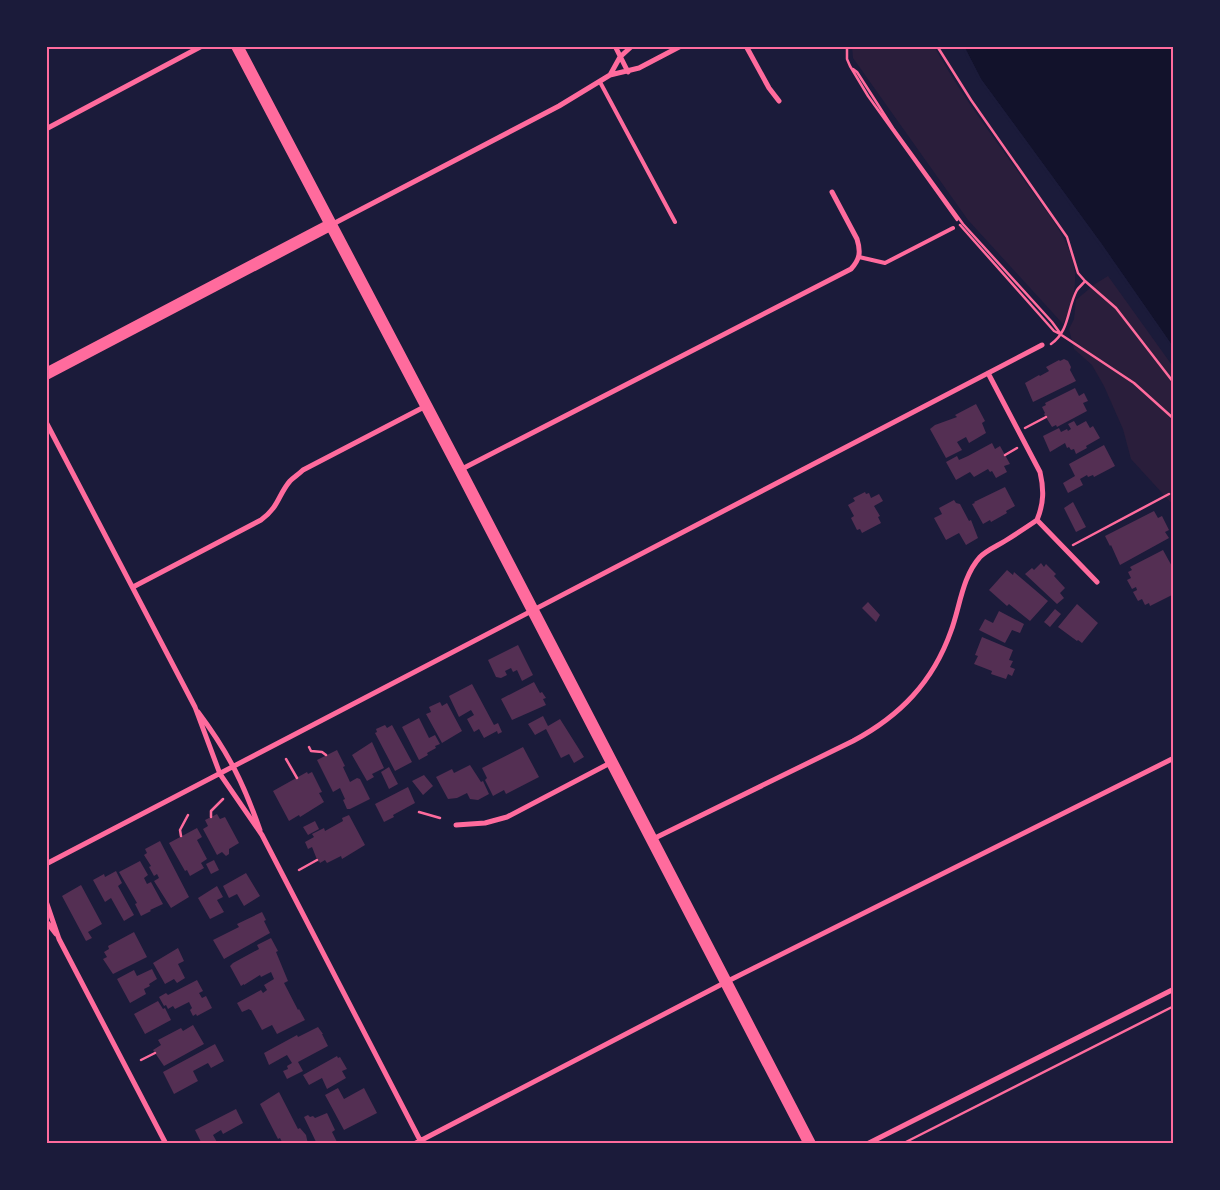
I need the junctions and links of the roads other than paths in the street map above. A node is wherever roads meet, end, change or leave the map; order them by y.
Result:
1 (202, 46) edge
2 (237, 46) edge
3 (615, 46) edge
4 (632, 46) edge
5 (681, 46) edge
6 (746, 46) edge
7 (620, 57) junction
8 (628, 72) junction
9 (610, 75) junction
10 (600, 82) junction
11 (780, 101) dead end
12 (46, 129) edge
13 (832, 192) dead end
14 (675, 222) dead end
15 (330, 225) junction
16 (953, 228) dead end
17 (859, 257) junction
18 (1042, 345) road end
19 (988, 373) junction
20 (46, 374) edge
21 (426, 406) junction
22 (46, 422) edge
23 (460, 470) junction
24 (1037, 520) junction
25 (1097, 582) dead end
26 (133, 586) junction
27 (533, 611) junction
28 (195, 707) junction
29 (1174, 758) edge
30 (612, 762) junction
31 (234, 766) junction
32 (220, 774) junction
33 (456, 825) dead end
34 (262, 835) junction
35 (652, 839) junction
36 (46, 864) edge
37 (46, 901) edge
38 (46, 921) edge
39 (59, 939) junction
40 (726, 982) junction
41 (1174, 989) edge
42 (421, 1142) edge
43 (166, 1144) edge
44 (414, 1144) edge
45 (810, 1144) edge
46 (867, 1144) edge

1 - 12 street
2 - 15 main road
3 - 7 street
4 - 7 street
5 - 8 street
6 - 11 street
7 - 8 street
7 - 9 street
8 - 9 street
9 - 10 street
10 - 14 lane
10 - 15 street
13 - 17 street
15 - 20 main road
15 - 21 main road
16 - 17 lane
17 - 23 street
18 - 19 street
19 - 24 street
19 - 27 street
21 - 23 main road
21 - 26 street
22 - 26 street
23 - 27 main road
24 - 25 street
24 - 35 street
26 - 28 street
27 - 30 main road
27 - 31 street
28 - 31 street
28 - 32 street
29 - 40 street
30 - 33 street
30 - 35 main road
31 - 32 street
31 - 34 street
32 - 34 street
32 - 36 street
34 - 42 street
35 - 40 main road
37 - 39 street
38 - 39 street
39 - 43 street
40 - 42 street
40 - 45 main road
41 - 46 street
42 - 44 street

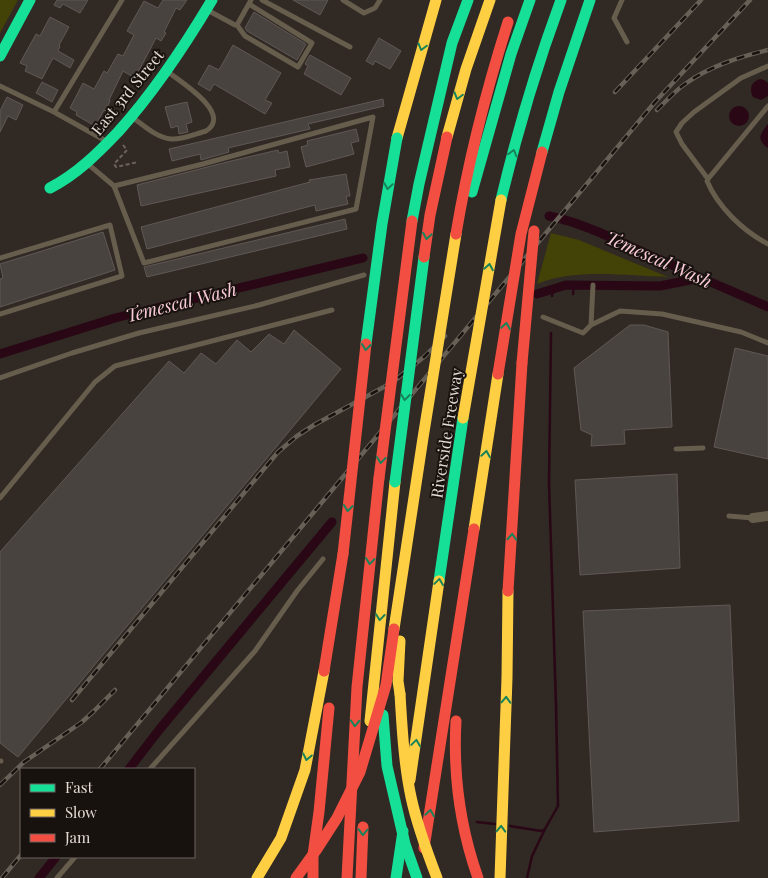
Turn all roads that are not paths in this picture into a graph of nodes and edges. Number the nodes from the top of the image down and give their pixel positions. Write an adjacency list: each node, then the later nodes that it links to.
1 (30, 0): 22 (main road)
2 (122, 0): 27 (lane)
3 (262, 0): 21 (lane)
4 (343, 0): 5 (lane)
5 (380, 0)
6 (436, 0): 53 (main road, one-way to 53, bridge)
7 (468, 0): 63 (main road, one-way to 63, bridge)
8 (490, 0): 56 (main road, one-way to 56, bridge)
9 (526, 0): 17 (main road)
10 (530, 0): 67 (main road, bridge)
11 (553, 0): 19 (main road)
12 (561, 0): 19 (main road, Riverside Freeway)
13 (590, 0): 30 (main road)
14 (622, 0): 20 (lane)
15 (250, 2): 18 (lane); 18 (lane)
16 (209, 5): 18 (lane); 24 (main road, East 3rd Street)
17 (512, 20): 61 (main road, bridge); 62 (main road, bridge)
18 (237, 25)
19 (546, 39): 65 (main road, Riverside Freeway, one-way to 19, bridge)
20 (627, 42)
21 (350, 47)
22 (0, 56)
23 (768, 66): 33 (lane)
24 (167, 71): 28 (main road, East 3rd Street); 28 (lane)
25 (0, 86): 27 (lane)
26 (768, 106): 33 (lane)
27 (54, 112): 29 (lane)
28 (132, 117): 29 (main road, East 3rd Street)
29 (108, 143): 31 (main road, East 3rd Street)
30 (542, 152): 49 (main road, one-way to 30, bridge); 69 (main road, one-way to 30, bridge)
31 (88, 163): 34 (lane); 35 (main road, East 3rd Street)
32 (456, 174): 66 (main road, bridge)
33 (708, 179): 36 (lane)
34 (114, 186): 34 (lane)
35 (50, 188)
36 (768, 244)
37 (0, 258): 41 (lane)
38 (364, 276): 45 (lane)
39 (593, 285): 43 (lane)
40 (332, 310): 48 (lane)
41 (0, 314)
42 (543, 317): 43 (lane)
43 (591, 325): 44 (lane)
44 (768, 343)
45 (0, 378)
46 (676, 448): 47 (lane)
47 (703, 448)
48 (0, 498)
49 (479, 503): 66 (main road, one-way to 49); 68 (main road)
50 (729, 516): 52 (lane)
51 (768, 516): 52 (street)
52 (753, 518)
53 (343, 554): 60 (main road, one-way to 60); 62 (main road, bridge)
54 (323, 559): 55 (lane)
55 (151, 768)
56 (365, 785)
57 (364, 813): 64 (main road, one-way to 64)
58 (74, 858): 59 (lane)
59 (57, 878)
60 (257, 878)
61 (296, 878)
62 (311, 878)
63 (347, 878)
64 (361, 878)
65 (396, 878)
66 (418, 878)
67 (438, 878)
68 (478, 878)
69 (500, 878)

* _Work to be completed_
Find the string "Freeway" in the data. Report each line it appears in.

* _The answer_
12 (561, 0): 19 (main road, Riverside Freeway)
19 (546, 39): 65 (main road, Riverside Freeway, one-way to 19, bridge)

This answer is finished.